## Parallel structure learning benchmarking in Scutari, Journal of Statistical Software (2017)

This is a short HOWTO describing the simulation setup used to benchmark the performance and the accuracy of constraint-based structure learning in “Bayesian Network Constraint-Based Structure Learning Algorithms: Parallel and Optimised Implementations in the bnlearn R Package” by Scutari (Journal of Statistical Software, 2017).

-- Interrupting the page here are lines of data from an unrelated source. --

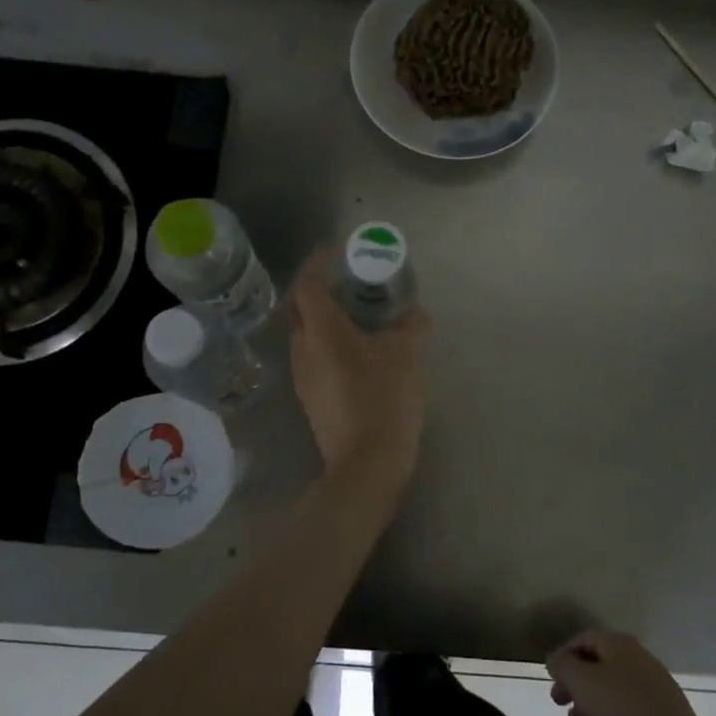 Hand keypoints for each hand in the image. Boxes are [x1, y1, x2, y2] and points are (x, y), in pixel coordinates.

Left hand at [288, 248, 430, 487]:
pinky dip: (328, 341)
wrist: (367, 463)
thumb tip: (416, 312)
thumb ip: (412, 325)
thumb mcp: (407, 355)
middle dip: (316, 288)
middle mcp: (303, 348)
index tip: (334, 253)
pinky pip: (313, 355)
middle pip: (299, 307)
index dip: (317, 264)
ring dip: (323, 317)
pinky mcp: (310, 396)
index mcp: (321, 330)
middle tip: (345, 281)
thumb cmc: (384, 398)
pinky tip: (356, 349)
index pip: (306, 284)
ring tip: (355, 313)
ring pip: (305, 333)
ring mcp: (302, 375)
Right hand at [547, 629, 708, 715]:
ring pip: (611, 688)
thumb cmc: (624, 710)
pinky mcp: (661, 712)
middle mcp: (636, 657)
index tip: (552, 679)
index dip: (563, 656)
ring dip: (591, 704)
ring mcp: (652, 685)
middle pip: (596, 664)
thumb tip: (556, 660)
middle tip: (560, 704)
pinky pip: (628, 709)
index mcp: (618, 644)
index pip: (583, 639)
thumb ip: (563, 666)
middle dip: (575, 684)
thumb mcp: (582, 683) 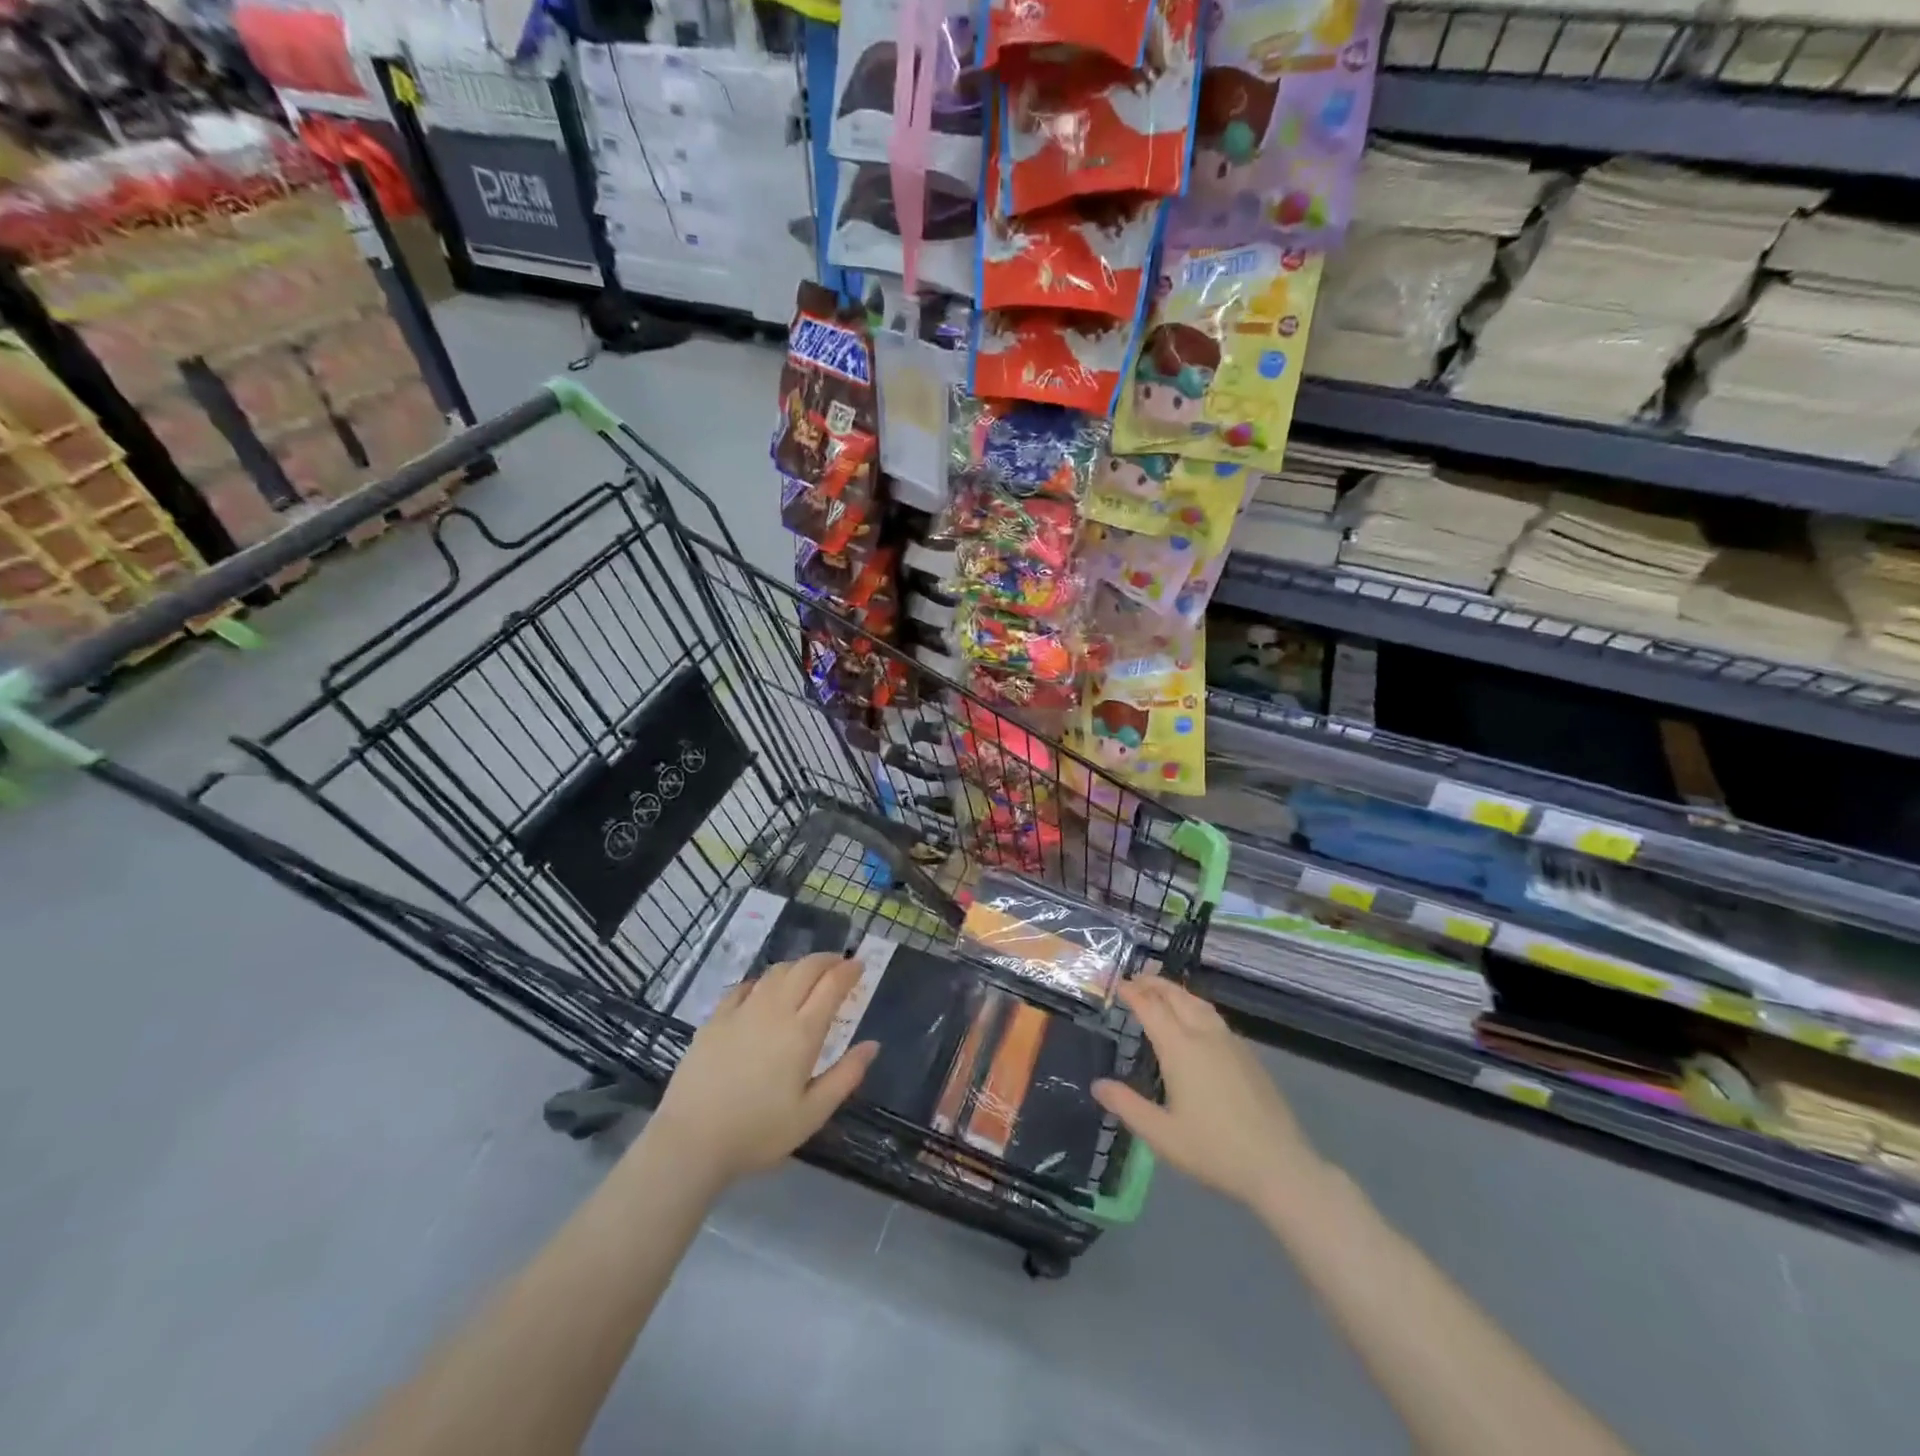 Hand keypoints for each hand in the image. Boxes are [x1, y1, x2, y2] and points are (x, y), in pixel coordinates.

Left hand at [645, 954, 876, 1192]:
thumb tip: (872, 1045)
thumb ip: (846, 1076)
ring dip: (798, 966)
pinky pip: (746, 986)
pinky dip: (764, 981)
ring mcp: (742, 1011)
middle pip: (805, 968)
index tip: (860, 966)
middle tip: (840, 964)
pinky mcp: (715, 1018)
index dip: (849, 970)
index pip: (832, 985)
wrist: (691, 1140)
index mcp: (802, 1032)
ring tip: (807, 975)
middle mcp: (775, 1010)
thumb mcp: (812, 1114)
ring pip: (776, 971)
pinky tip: (765, 991)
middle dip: (827, 960)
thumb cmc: (758, 1132)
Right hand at [1093, 979, 1318, 1209]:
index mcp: (1180, 1049)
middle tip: (1137, 978)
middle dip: (1155, 984)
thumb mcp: (1161, 1135)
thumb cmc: (1214, 1150)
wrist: (1279, 1166)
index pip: (1151, 1008)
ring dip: (1177, 991)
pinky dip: (1196, 1007)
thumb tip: (1098, 1085)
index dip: (1133, 993)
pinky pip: (1215, 1018)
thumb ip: (1126, 1106)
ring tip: (1163, 991)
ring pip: (1199, 1004)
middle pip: (1177, 997)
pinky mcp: (1249, 1056)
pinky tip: (1196, 1022)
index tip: (1119, 984)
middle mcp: (1205, 1036)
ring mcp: (1231, 1043) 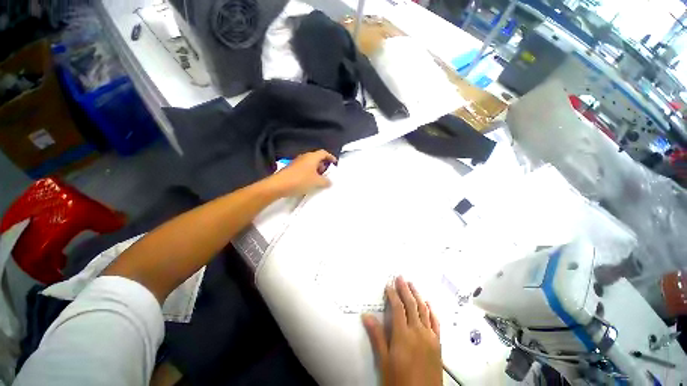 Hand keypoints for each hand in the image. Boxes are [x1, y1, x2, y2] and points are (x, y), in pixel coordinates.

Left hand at [269, 150, 336, 196]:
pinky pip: (304, 168)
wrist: (279, 185)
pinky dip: (309, 173)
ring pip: (310, 164)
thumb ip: (326, 181)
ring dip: (316, 170)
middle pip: (317, 158)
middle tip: (327, 173)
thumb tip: (330, 182)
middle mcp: (304, 157)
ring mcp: (297, 162)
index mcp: (312, 157)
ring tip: (319, 179)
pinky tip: (309, 182)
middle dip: (323, 165)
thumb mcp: (316, 182)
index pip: (324, 153)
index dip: (331, 157)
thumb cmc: (300, 180)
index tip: (335, 164)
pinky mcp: (292, 168)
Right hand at [363, 277, 441, 385]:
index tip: (389, 285)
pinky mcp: (438, 344)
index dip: (393, 294)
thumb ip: (377, 336)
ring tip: (412, 285)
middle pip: (411, 305)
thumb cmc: (399, 382)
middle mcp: (418, 332)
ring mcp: (430, 337)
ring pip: (424, 310)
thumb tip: (366, 316)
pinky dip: (431, 311)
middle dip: (405, 289)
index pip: (398, 307)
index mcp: (403, 335)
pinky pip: (435, 323)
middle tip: (401, 278)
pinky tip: (429, 304)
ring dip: (417, 295)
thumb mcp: (384, 361) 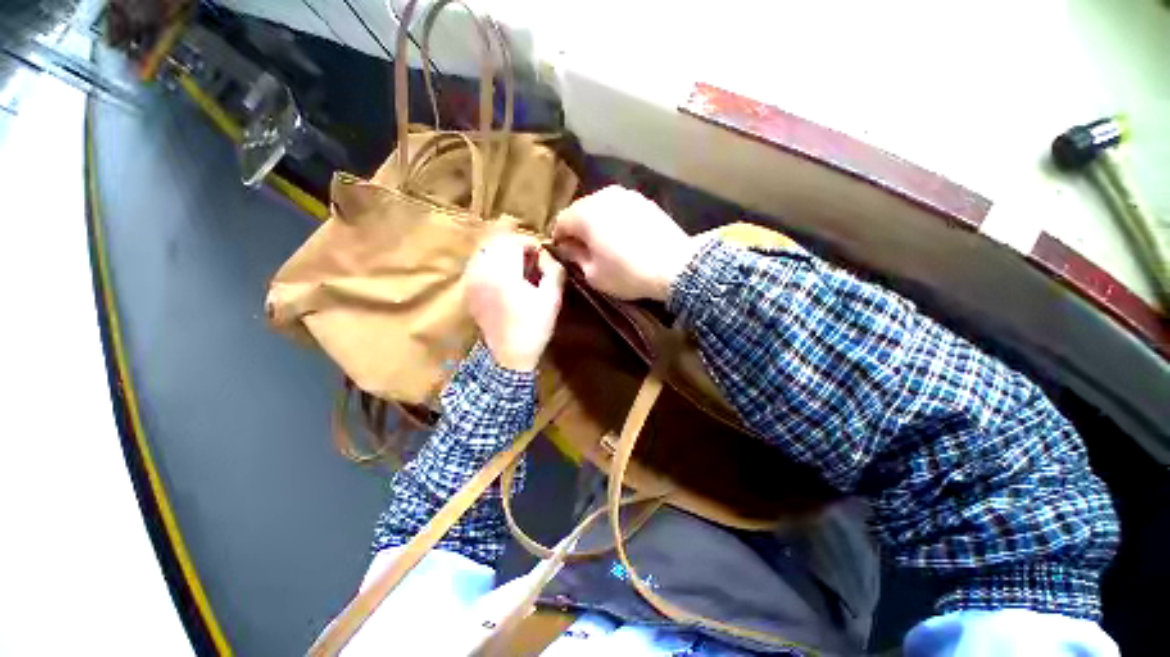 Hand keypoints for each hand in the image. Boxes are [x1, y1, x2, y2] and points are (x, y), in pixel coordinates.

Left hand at [464, 234, 565, 371]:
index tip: (542, 255)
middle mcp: (482, 270)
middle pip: (497, 242)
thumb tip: (548, 255)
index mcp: (503, 271)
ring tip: (518, 267)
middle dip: (516, 246)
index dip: (531, 243)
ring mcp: (471, 280)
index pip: (514, 241)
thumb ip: (554, 270)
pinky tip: (503, 277)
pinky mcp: (468, 291)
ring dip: (502, 253)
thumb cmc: (534, 327)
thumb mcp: (552, 298)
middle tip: (532, 260)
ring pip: (485, 251)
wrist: (509, 356)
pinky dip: (491, 263)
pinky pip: (477, 265)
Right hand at [552, 186, 697, 301]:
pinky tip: (623, 236)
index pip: (561, 221)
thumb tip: (566, 248)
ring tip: (604, 242)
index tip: (563, 253)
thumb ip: (575, 257)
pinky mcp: (644, 201)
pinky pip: (620, 208)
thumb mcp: (593, 274)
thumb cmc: (627, 273)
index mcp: (585, 214)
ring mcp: (626, 195)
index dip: (558, 238)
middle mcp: (603, 196)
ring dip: (596, 222)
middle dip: (577, 228)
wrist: (674, 266)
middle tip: (582, 248)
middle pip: (580, 210)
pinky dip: (615, 219)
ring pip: (601, 207)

All the code and data sets discussed below is attached to the paper as supplementary
material, and only slightly edited here for convenience. Note that even though the paper has
been published in 2017, it was originally submitted to the Journal of Statistical Software
in 2014 and accepted in 2015, and **bnlearn** has seen many updates and bug
fixes since then. (Including a complete re-implementation of all conditional independence
tests and most of the code behind constraint-based algorithms in C.) Hence results
(especially running times) may not be reproducible with current versions of R and
**bnlearn**.

The simulations performed to generate the results the paper is based on can be divided in two groups:

*parallel computing*benchmarks to measure the speed-ups that can be obtained by splitting constraint-based structure learning across multiple processors; and- benchmarks of the effects
*symmetry correction*applied via backtracking to make sure Markov blankets and neighbourhoods of various nodes learned in constraint-based algorithms are symmetric.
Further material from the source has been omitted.